By Emeka Uzoatu
As the economic stranglehold in the country tightened, all were being swayed by its multifarious tentacles. Most prominent here comes the quake it’s causing on our culinary propensities.
Yes, for gone are the days when mouths were easily fed with just the little legal tender at our disposal. Back then, one could in the least go for the cheapest item on the menu and enjoy a hearty meal.
But not any longer. Now even dishes that were once reserved for the pauper now come at so heavy a cost. And lest our food inflation subsists, we may be in for it. So much so now that the battlefield is now narrowing into a cul de sac. Given, as is, that what used to be staples are now so hard to get.
A typical example remains what it has caused in the choice of the swallowables that used to be the easiest to include in menus the nation over. Of course, the made will go for the chewable salads and diced dishes leaving the dipped-in-the-soup and swallowed staples for the downtrodden.
Until now, it’s the reason most families retired sure of at least a square meal. When push comes to shove there was always one root or the other to process into meals. All because even when the other alternatives have their prices spiralling out of reach the roots literally still stuck to the ground.
For instance, there has always been the good old cassava. Though urban inflation has put paid to this viable alternative in the city, those in the rural areas always fell back to it. Whether marinated in water and pounded for fufu, grated and fried to garri or merely sliced and dried for abacha. Any wonder once upon a failed poet thought it should replace bread in our version of the Pater Noster.
Alas days like the above are on the race out. Priced out of reach by whatever indices, it’s fast becoming a problem for people to get what to swallow and snore the hell out of themselves. With the price of garri now dancing on the ceiling with Lionel Richie, the staple is now without the reach of most.

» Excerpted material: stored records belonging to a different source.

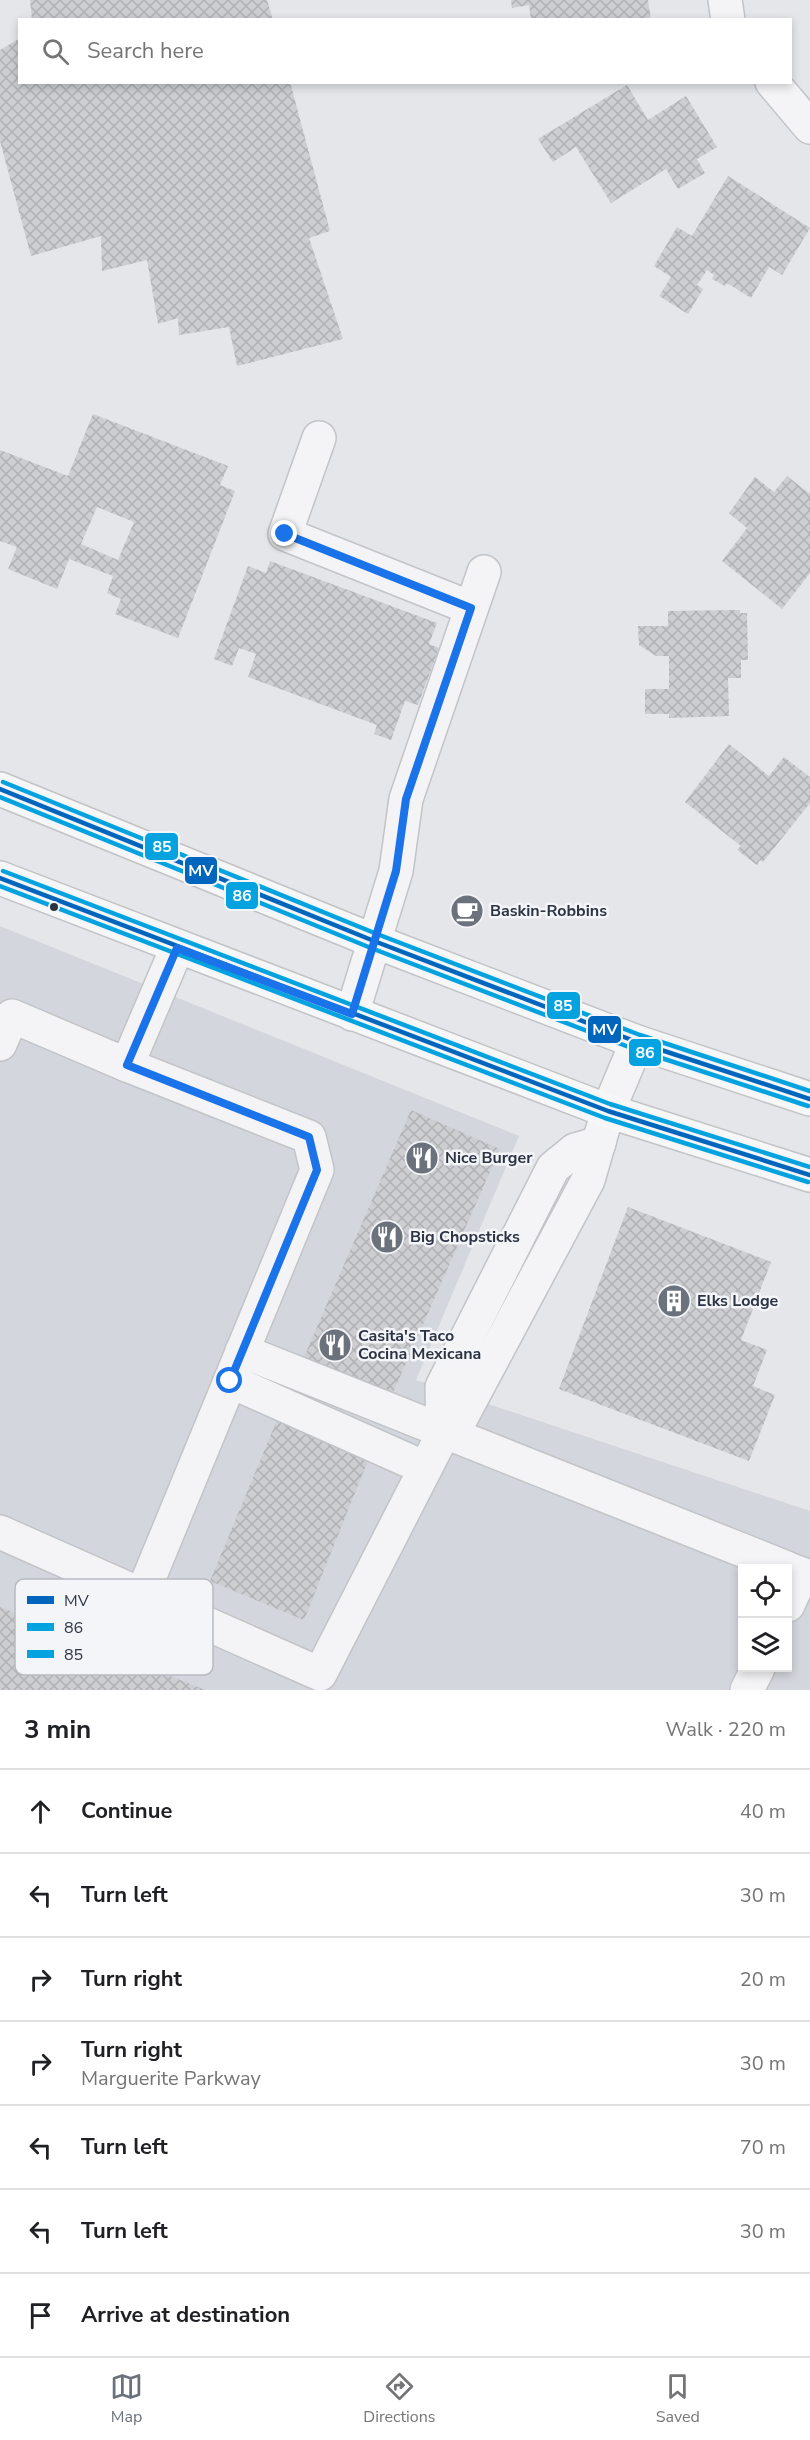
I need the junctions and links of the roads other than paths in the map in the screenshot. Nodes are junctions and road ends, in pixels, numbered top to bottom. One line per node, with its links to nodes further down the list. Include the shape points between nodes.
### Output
1 (725, 0): 2 (street)
2 (728, 18)
3 (774, 84): 4 (street)
4 (810, 127)
5 (319, 438): 7 (street, via 285,534)
6 (484, 572): 7 (street)
7 (471, 608): 10 (street, via 406,799 396,871)
8 (0, 789): 10 (main road)
9 (0, 878): 11 (main road)
10 (374, 941): 12 (street); 13 (main road)
11 (177, 948): 12 (main road); 15 (street)
12 (352, 1014): 17 (main road)
13 (637, 1042): 16 (main road); 17 (street)
14 (0, 1044): 15 (street, via 12,1016)
15 (127, 1065): 19 (street, via 309,1137 317,1170)
16 (810, 1099)
17 (608, 1111): 18 (main road); 21 (street, via 598,1143 575,1150 553,1168 442,1387)
18 (810, 1176)
19 (242, 1351): 20 (street); 21 (street)
20 (230, 1381): 22 (street); 27 (street)
21 (443, 1434): 22 (street); 24 (street)
22 (425, 1468): 31 (street)
23 (0, 1532): 26 (street)
24 (774, 1564)
25 (792, 1571): 28 (street, via 802,1574)
26 (106, 1579)
27 (149, 1579)
28 (792, 1596)
29 (213, 1630): 31 (street)
30 (756, 1672): 32 (street)
31 (317, 1682)
32 (747, 1690)

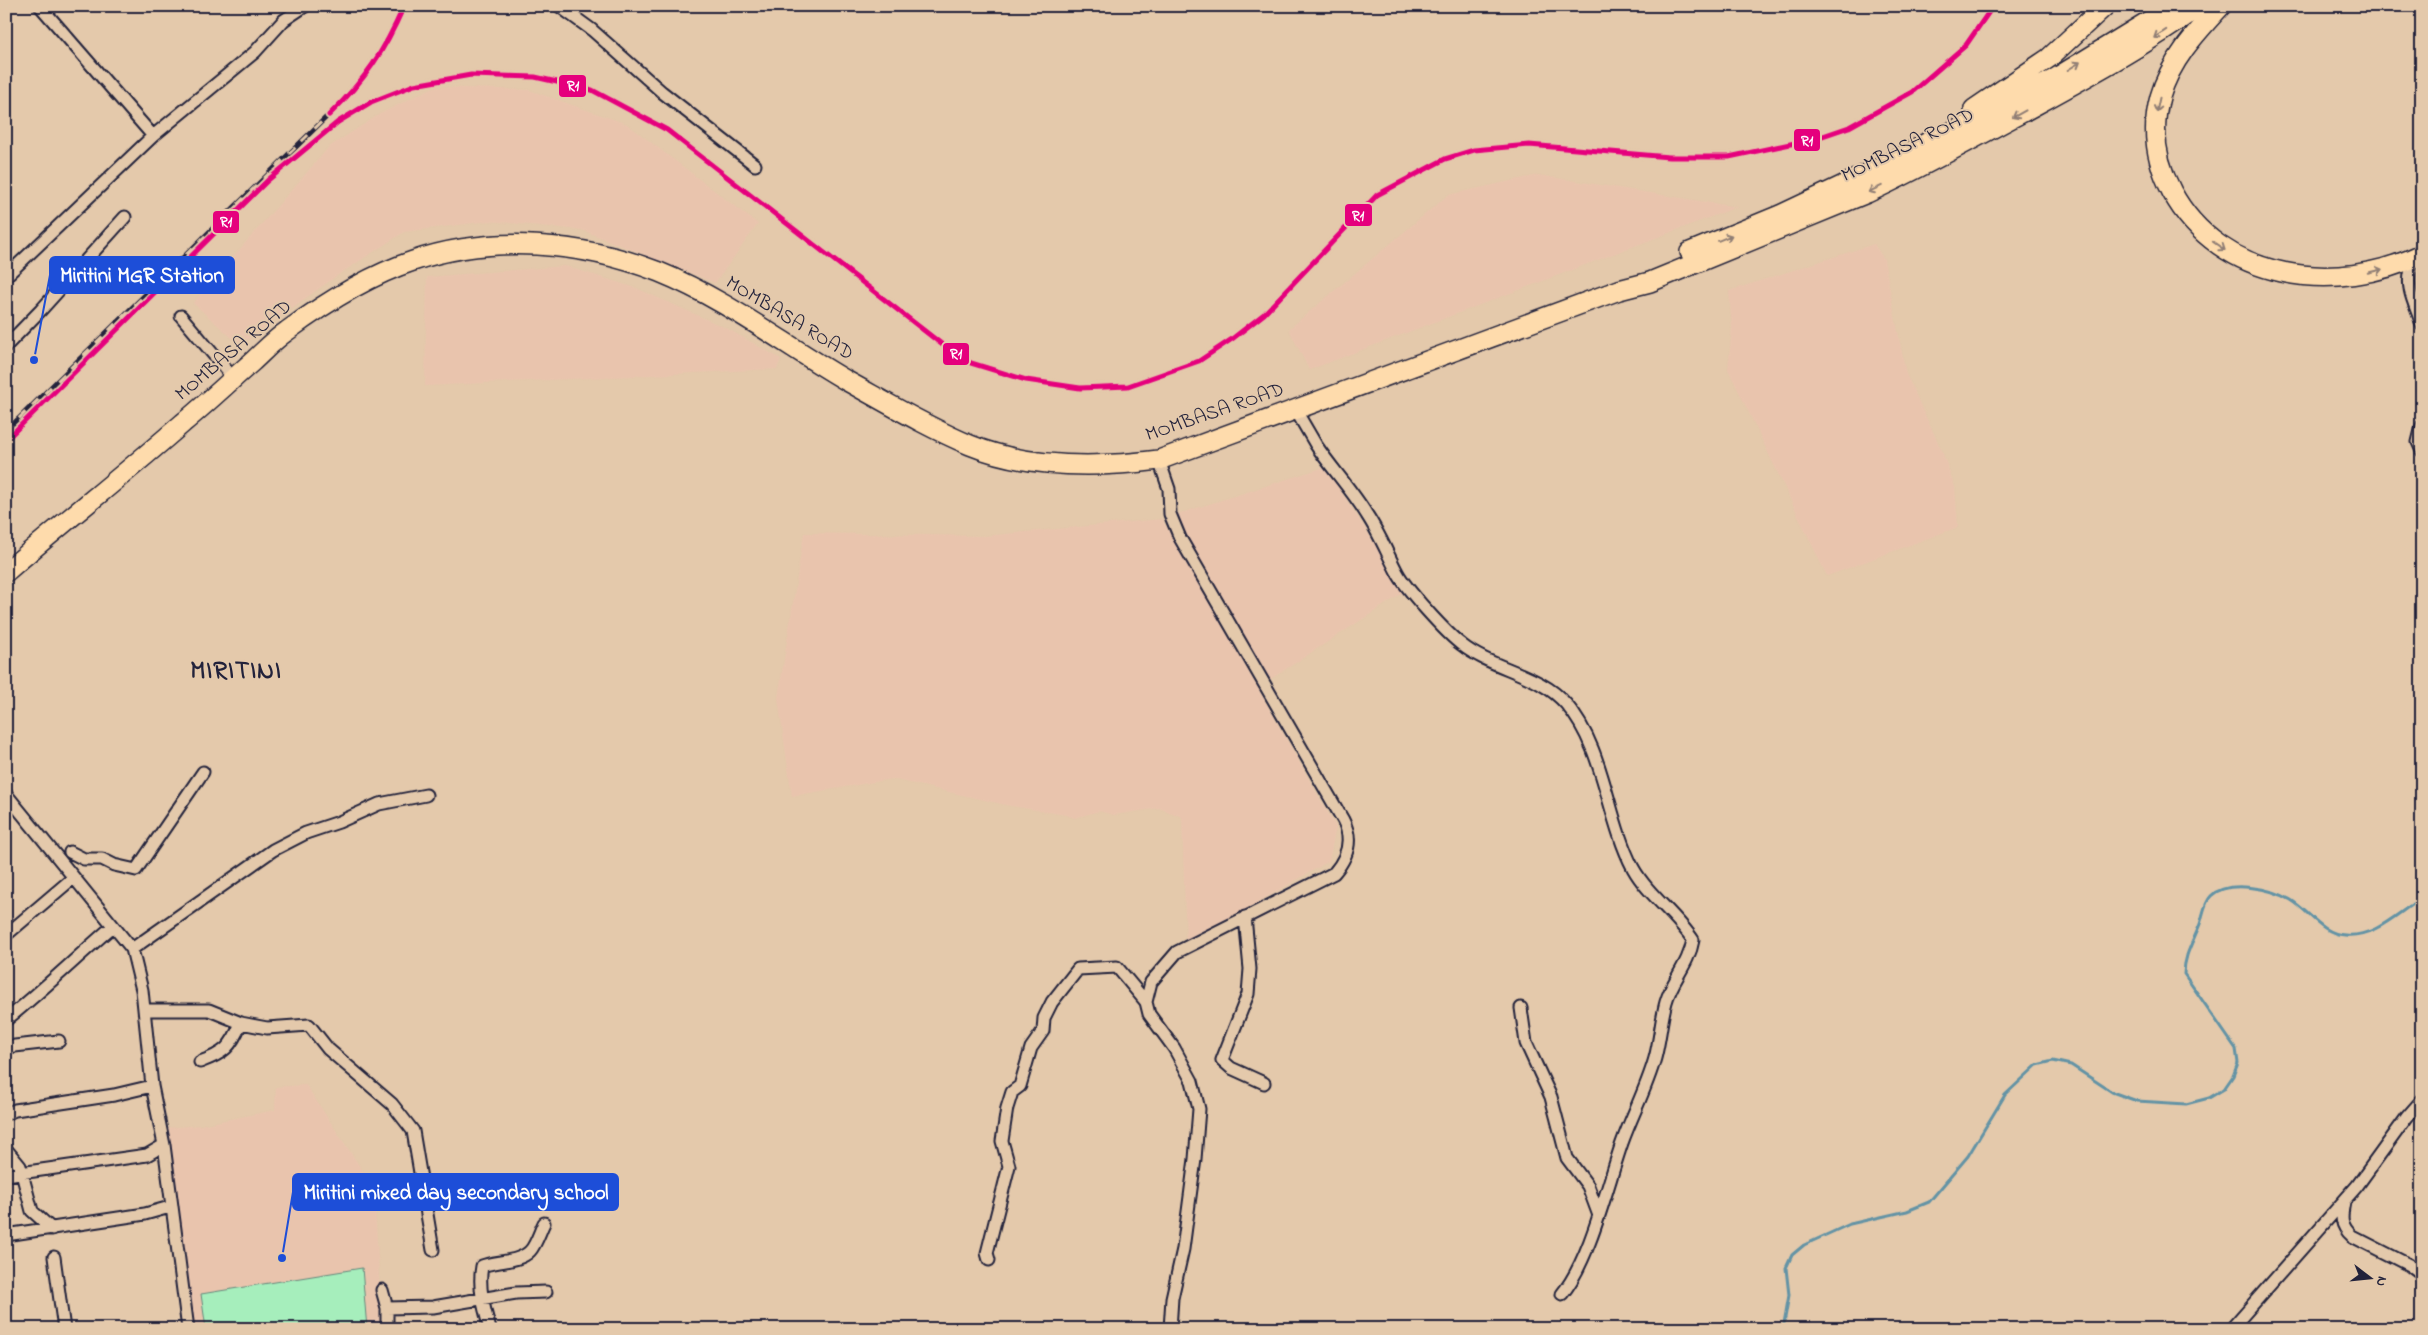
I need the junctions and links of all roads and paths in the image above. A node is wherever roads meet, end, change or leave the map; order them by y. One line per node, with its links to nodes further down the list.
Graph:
1 (40, 6): 8 (street)
2 (305, 6): 8 (street)
3 (559, 6): 10 (street)
4 (2105, 6): 9 (highway)
5 (2173, 6): 9 (highway, MOMBASA ROAD, one-way to 5)
6 (2200, 6): 14 (highway, MOMBASA ROAD, one-way to 14)
7 (2221, 6): 12 (highway, one-way to 12)
8 (153, 136): 13 (street)
9 (1930, 140): 14 (highway, MOMBASA ROAD, one-way to 9)
10 (755, 165)
11 (125, 217): 17 (street)
12 (2416, 263): 16 (street)
13 (6, 276)
14 (1619, 290): 19 (highway, MOMBASA ROAD)
15 (181, 316): 18 (street)
16 (2422, 325)
17 (6, 346)
18 (234, 379): 22 (highway, MOMBASA ROAD); 23 (highway, MOMBASA ROAD)
19 (1295, 409): 22 (highway, MOMBASA ROAD); 51 (street)
20 (2422, 426): 21 (street)
21 (2422, 451)
22 (1159, 460): 29 (street)
23 (6, 572)
24 (203, 772): 27 (street)
25 (6, 794): 28 (street)
26 (426, 795): 32 (street)
27 (70, 852)
28 (73, 878): 30 (street); 31 (street)
29 (1244, 917): 33 (street); 41 (street)
30 (113, 926): 32 (street); 36 (street)
31 (6, 935)
32 (132, 949): 35 (street)
33 (1146, 1002): 57 (street); 68 (street)
34 (1521, 1008): 51 (street)
35 (144, 1010): 37 (street); 42 (street)
36 (6, 1020)
37 (241, 1023): 40 (street); 55 (street)
38 (59, 1040): 39 (street)
39 (6, 1046)
40 (200, 1062)
41 (1264, 1082)
42 (152, 1086): 44 (street); 45 (street)
43 (2422, 1100): 49 (street)
44 (6, 1114)
45 (164, 1145): 47 (street); 50 (street)
46 (6, 1149): 47 (street)
47 (22, 1172): 48 (street); 53 (street)
48 (6, 1175)
49 (2345, 1200): 58 (street); 69 (street)
50 (170, 1207): 53 (street); 65 (street)
51 (1598, 1213): 61 (street)
52 (544, 1223): 62 (street)
53 (52, 1230): 54 (street)
54 (6, 1235)
55 (433, 1250)
56 (54, 1258): 64 (street)
57 (989, 1260)
58 (2422, 1275)
59 (382, 1290): 63 (street)
60 (546, 1292): 62 (street)
61 (1562, 1294)
62 (482, 1299): 63 (street); 67 (street)
63 (387, 1308): 66 (street)
64 (64, 1329)
65 (188, 1329)
66 (387, 1329)
67 (490, 1329)
68 (1170, 1329)
69 (2231, 1329)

The situation is seldom helped by the situation of what would have otherwise been its viable alternatives. Back then there used to be the likes of the meals made from maize, rice, wheat and what have you. But now they have all joined the conspiracy to make themselves available only to the deep of pocket.

So much that the time when well-to-do-families prepared a variety of these at meal times is slowly becoming a historical topic. What with the added responsibility of making the requisite soups to go with each meal. O yes, in more normal times, each had a peculiar soup to go with.
So it’s now pitiable to find families managing whatever meal they manage to pound with just any soup at all – just to quieten the worms, maybe.
The other day, a family in the Southwest ended up in a mourning mood after a meal of amala and egusi instead of ewedu soup. Something that had never happened going on centuries. They might as well have swallowed it with water!
The story is not different in all the geopolitical zones.
With rice priced out of the reach of the common man, a dish of tuwo shinkafa is now numbered in the exclusive reserve of the wealthy up north. With the Boko Haram still holding to vast swarts of farmland, the light at the end of the tunnel is getting dimmer by the day.
In the Southeast, the story is not any different. A decent meal of publicly-prepared fufu now has to cope with any soup available. Gone are the days when the home-baked variety of the meal always went with cocoyam-based soups garnished with appropriate vegetables of choice.
Like one iconoclastic man of means living in the market town of Onitsha exhaled the other day. The rotund food-a-holic was lost for words over the items his ‘jewel of inestimable value’ proffered him for a mere pot of ‘draw soup’.
Well, not a man to haggle with his wife over truffles, he had only insisted that the soup henceforth be cooked with just one of its two derivatives. Silently he wondered how on earth a pot of soup should be cooked with both okro and ogbono in these hard times when the US dollar was talking nonsense in the foreign exchange market.
And he is not alone.
The other day in Warri, it was an Itshekiri chieftain that almost committed murder at a popular outdoor eatery. So disgusted the banga soup served to transport balls of the starch he ordered was so watery, he walked out with an empty stomach. In time to save himself from a life-jail term.
A problem long solved in Portharcourt where the popular soup called native has since become a shadow of its old majesty. Now the flat variety is served first for you to soup it up according to the depth of your pocket. And to afford this, you may just have to break the bank.
Anyway, let’s end on an optimistic note. According to the National Bureau of Statistics (NBS) the inflation rate suffered a marginal 0.05% drop last month. A reversal of a 19-month trend.
Emeka Uzoatu, a seasoned journalist and writer, is the editor of Nairaweb.ng. He writes the occasional column, Penny Wisdom.